Bugzilla@Mozilla – Bug 514554
Crash with recursive web-worker calls [@XPCNativeSet::Mark]
Last modified: 2009-11-04 05:58:16 PST
Summon comment box
Created attachment 398496 [details] testcase (open either of the two index files) Orlando Berrera from sectheory.com sent me this testcase, a variant (likely the original) was posted by Malloc(i) at http://sla.ckers.org/forum/read.php?14,30128 so this is a public crash. Orlando and Malloci report this as a DoS, a near-null read access violation. When I tried it I saw a few scarier and suspicious things, a near-null write access violation due to an integer overflow (reading from 8 + register containing 0xffffffff), crashes in GC, and crashes in the cycle collector. I'm not at all sure web workers are a required part of this testcase. Would we get the same results appending to the document in a simple setInterval() ? This testcase seems to crash faster than I'd expect that approach to, but maybe that's just because the threads can generate events while layout is reflowing instead of having to wait for it.
You should be able to run the testcase using a jar: url like jar:https://bug514554.bugzilla.mozilla.org/attachment.cgi?id=398496!/index.html (also index2.html) if that doesn't work you can download and run it locally.
I thought web workers were a feature of 1.9.1?
They are, I nominated it for 1.9.0 because it might not be the workers themselves that are the problem.
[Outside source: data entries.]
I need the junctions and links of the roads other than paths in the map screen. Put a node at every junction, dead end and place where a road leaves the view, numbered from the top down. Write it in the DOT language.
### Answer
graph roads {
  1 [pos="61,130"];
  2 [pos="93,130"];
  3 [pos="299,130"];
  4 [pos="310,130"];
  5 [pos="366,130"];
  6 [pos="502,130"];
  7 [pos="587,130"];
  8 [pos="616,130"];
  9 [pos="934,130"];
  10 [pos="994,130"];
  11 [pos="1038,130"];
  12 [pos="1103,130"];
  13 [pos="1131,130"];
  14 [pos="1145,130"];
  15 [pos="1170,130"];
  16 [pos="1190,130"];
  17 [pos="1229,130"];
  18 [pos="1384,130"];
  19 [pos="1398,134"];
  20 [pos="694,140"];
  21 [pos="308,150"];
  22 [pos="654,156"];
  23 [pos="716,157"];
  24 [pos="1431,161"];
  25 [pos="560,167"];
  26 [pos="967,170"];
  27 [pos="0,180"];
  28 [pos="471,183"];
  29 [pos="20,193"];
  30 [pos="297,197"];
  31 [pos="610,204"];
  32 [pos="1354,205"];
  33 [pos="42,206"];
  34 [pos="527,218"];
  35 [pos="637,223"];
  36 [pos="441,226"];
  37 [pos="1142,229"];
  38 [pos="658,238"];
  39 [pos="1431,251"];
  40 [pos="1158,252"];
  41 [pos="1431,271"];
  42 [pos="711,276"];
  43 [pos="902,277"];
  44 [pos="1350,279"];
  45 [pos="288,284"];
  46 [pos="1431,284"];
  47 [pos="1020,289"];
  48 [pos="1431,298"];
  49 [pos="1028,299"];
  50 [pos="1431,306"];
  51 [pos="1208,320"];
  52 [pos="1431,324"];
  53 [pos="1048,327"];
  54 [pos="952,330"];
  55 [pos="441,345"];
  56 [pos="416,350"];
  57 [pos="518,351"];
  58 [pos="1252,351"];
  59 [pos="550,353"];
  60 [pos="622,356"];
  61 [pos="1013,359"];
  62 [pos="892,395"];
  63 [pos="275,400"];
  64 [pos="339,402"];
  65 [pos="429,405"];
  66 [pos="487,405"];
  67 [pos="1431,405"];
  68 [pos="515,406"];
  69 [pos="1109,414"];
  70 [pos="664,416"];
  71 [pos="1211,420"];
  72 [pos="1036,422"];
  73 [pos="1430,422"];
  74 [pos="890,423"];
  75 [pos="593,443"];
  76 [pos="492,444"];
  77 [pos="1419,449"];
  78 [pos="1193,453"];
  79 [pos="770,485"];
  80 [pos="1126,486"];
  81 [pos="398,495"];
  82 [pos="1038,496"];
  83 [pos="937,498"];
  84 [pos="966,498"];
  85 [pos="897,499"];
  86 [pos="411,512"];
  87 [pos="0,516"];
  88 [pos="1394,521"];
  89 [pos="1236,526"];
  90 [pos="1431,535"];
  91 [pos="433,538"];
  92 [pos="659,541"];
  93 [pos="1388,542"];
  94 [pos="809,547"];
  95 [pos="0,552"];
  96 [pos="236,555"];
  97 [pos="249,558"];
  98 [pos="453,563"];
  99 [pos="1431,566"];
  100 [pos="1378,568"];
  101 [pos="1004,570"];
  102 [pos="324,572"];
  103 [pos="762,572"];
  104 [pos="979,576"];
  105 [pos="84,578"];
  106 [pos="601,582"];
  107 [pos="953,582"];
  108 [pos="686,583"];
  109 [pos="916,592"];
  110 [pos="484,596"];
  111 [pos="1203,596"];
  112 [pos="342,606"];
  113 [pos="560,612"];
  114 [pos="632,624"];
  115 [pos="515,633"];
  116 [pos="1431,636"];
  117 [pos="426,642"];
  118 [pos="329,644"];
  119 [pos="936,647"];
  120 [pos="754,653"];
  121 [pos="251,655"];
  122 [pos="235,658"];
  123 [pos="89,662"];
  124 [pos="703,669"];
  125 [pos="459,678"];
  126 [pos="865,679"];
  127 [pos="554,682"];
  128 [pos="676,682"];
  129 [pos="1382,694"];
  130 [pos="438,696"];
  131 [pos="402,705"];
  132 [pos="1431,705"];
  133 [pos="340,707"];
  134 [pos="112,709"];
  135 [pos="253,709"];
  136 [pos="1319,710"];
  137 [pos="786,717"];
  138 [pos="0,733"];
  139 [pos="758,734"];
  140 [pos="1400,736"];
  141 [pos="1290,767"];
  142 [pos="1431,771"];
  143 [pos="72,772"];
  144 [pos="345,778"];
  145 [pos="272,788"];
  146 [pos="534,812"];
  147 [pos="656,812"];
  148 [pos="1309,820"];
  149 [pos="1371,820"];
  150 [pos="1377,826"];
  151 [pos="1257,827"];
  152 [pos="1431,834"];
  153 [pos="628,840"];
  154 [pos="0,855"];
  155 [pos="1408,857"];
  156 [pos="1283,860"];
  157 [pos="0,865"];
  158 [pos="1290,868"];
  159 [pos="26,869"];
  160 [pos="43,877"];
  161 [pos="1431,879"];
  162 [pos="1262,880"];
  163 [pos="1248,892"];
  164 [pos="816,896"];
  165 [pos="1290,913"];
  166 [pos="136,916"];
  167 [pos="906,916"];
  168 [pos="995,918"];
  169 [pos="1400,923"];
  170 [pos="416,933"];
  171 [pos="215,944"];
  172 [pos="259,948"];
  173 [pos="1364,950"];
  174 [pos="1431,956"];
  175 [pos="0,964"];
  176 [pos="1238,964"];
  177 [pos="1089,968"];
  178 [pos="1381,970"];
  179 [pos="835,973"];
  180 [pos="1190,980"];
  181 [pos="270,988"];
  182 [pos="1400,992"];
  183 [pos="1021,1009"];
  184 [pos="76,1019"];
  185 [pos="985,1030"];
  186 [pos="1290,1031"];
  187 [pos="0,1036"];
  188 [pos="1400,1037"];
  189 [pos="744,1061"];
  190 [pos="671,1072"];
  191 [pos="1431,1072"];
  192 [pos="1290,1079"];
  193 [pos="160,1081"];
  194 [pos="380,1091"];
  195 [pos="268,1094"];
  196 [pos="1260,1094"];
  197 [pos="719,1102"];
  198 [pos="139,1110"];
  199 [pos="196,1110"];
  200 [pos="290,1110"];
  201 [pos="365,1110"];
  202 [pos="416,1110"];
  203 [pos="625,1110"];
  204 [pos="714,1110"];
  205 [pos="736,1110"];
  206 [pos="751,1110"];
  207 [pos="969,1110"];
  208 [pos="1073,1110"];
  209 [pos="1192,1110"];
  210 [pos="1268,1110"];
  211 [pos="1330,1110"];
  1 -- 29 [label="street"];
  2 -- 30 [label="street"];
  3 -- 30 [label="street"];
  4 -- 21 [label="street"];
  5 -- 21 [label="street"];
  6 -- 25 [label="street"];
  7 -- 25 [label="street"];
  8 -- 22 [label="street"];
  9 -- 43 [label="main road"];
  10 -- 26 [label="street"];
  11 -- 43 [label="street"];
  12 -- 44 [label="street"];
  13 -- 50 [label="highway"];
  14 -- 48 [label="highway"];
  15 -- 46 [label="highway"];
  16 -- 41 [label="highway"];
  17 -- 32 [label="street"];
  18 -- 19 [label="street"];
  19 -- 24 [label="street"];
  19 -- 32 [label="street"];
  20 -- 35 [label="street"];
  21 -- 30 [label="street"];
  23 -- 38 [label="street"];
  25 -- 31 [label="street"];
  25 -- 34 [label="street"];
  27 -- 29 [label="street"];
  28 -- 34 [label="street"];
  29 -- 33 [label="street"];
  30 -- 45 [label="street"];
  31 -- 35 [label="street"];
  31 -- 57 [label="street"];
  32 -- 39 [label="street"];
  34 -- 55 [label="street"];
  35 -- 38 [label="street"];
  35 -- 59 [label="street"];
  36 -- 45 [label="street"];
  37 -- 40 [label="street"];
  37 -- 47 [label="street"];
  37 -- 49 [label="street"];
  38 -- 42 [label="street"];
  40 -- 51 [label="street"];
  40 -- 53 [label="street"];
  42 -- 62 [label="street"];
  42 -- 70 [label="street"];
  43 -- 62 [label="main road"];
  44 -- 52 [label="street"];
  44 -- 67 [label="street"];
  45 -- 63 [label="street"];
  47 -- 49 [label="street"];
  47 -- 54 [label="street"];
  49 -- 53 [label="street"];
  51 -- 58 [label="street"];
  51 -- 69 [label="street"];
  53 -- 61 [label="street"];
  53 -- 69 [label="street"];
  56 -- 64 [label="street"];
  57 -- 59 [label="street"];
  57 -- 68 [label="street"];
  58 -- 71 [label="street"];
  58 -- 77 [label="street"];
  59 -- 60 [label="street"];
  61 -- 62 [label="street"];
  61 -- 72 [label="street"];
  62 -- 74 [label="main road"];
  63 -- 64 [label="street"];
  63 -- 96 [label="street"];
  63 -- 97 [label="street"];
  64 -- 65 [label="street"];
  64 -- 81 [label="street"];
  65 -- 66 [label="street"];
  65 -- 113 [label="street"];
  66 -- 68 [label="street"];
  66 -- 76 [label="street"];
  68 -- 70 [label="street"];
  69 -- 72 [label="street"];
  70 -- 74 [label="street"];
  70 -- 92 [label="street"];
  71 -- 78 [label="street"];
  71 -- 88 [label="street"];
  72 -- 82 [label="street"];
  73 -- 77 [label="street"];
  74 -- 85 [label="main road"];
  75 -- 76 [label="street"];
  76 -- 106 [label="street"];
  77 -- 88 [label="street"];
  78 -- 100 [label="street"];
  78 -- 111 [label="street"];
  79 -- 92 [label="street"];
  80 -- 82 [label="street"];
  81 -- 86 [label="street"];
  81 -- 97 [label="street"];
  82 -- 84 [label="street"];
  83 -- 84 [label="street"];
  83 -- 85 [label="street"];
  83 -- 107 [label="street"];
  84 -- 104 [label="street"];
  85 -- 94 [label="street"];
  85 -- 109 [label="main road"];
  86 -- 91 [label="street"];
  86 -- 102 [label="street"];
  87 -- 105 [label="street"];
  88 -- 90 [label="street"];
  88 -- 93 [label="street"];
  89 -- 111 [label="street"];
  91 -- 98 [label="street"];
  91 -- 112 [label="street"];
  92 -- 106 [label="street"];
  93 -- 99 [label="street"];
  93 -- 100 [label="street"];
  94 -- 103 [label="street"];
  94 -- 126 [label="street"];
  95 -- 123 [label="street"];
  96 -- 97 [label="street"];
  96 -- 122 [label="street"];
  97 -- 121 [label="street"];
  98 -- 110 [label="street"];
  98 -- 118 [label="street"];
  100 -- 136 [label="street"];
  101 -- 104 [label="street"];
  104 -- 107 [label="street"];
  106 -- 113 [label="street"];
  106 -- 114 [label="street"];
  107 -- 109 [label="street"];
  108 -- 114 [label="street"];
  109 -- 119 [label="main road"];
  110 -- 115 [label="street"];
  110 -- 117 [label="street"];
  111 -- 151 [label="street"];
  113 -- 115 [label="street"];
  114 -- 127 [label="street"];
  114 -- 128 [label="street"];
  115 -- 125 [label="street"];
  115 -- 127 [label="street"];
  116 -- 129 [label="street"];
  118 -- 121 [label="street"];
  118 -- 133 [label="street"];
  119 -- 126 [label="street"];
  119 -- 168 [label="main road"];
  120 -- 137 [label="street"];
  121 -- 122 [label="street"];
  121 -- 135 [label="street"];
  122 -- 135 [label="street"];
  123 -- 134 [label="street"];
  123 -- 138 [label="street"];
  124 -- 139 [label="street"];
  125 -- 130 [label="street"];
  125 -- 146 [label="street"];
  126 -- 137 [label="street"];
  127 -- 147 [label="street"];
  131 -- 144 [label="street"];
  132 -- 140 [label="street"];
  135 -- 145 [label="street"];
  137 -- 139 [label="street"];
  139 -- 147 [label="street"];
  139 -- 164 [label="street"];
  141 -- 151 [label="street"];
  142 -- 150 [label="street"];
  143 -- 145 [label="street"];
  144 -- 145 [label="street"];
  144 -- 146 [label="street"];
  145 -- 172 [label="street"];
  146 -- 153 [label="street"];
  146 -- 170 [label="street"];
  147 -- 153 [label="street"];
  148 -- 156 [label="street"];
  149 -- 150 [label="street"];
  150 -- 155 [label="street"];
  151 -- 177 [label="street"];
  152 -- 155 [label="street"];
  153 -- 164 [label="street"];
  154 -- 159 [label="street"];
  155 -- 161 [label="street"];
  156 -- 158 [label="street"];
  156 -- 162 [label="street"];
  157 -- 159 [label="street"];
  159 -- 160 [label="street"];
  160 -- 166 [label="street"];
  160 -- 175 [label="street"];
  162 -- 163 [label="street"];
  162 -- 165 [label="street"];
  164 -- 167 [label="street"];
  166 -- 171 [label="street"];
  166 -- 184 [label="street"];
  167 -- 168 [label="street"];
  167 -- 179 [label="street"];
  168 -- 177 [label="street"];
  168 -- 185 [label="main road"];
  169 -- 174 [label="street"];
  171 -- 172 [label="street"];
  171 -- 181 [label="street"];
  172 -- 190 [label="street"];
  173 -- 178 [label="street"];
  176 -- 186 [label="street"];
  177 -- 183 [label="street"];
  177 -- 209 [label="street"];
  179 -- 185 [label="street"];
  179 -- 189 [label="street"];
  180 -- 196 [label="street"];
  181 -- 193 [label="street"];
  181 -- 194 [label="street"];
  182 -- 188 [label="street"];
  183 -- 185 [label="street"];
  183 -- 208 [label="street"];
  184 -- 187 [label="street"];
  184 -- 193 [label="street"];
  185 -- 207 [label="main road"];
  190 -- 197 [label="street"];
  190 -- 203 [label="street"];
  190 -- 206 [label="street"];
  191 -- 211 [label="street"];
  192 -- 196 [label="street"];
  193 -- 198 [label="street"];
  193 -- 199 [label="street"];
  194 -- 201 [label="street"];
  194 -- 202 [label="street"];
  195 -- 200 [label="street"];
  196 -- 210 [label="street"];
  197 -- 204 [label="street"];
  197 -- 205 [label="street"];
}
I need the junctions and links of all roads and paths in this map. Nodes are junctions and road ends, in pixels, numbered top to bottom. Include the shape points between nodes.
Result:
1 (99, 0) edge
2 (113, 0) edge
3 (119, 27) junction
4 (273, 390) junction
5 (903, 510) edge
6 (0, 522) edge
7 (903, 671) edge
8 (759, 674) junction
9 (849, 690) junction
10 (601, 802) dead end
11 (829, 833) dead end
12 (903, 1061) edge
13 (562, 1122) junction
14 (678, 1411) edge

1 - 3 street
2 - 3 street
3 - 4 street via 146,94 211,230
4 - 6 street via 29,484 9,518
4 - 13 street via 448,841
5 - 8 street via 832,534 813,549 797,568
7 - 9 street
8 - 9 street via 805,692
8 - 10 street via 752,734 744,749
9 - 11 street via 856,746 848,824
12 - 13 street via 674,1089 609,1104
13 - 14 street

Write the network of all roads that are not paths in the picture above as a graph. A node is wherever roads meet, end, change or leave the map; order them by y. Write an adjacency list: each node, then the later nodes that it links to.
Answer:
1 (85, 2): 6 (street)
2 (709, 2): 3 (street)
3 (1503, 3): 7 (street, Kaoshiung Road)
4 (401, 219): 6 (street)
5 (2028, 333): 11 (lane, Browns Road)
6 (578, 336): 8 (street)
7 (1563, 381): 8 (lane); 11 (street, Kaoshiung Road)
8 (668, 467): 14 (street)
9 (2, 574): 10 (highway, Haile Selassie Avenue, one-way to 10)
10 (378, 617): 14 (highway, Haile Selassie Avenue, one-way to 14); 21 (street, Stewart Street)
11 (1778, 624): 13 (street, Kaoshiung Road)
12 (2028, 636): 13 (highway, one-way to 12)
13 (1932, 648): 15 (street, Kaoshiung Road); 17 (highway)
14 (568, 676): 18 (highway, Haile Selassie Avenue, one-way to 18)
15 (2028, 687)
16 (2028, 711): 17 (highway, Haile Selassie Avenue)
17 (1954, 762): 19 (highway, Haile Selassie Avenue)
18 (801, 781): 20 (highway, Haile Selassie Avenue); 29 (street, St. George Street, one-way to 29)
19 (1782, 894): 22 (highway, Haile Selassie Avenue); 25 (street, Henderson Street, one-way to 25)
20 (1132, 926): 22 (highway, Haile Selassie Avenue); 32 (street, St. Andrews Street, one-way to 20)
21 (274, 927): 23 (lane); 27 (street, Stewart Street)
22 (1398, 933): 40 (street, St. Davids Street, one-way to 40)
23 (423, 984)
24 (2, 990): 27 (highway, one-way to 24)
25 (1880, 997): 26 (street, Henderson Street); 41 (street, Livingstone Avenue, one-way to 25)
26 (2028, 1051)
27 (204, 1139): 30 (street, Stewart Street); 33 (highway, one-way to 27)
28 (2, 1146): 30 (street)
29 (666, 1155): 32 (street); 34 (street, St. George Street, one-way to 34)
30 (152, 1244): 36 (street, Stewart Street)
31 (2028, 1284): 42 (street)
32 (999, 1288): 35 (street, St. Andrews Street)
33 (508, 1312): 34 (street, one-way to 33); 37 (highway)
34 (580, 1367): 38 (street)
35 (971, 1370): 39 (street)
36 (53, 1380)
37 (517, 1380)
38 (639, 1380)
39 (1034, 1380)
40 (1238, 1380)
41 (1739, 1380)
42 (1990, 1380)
But we can wait until we identify a fix and decide then.
Ben: Can you put this on the top of your list to investigate?
I could only get this to crash on windows, here: http://crash-stats.mozilla.com/report/index/d45fc94d-dabf-4019-ac6d-a728d2090904 Other than that I saw a few OOM-ish crashes (bad_alloc exceptions in gfx fonts).
(In reply to comment #5) And the caller of XPCNativeSet::Mark is XPCJSRuntime::GCCallback
I'll try a debug build over the weekend, but for now moving this over to XPConnect since it looks to be the culprit.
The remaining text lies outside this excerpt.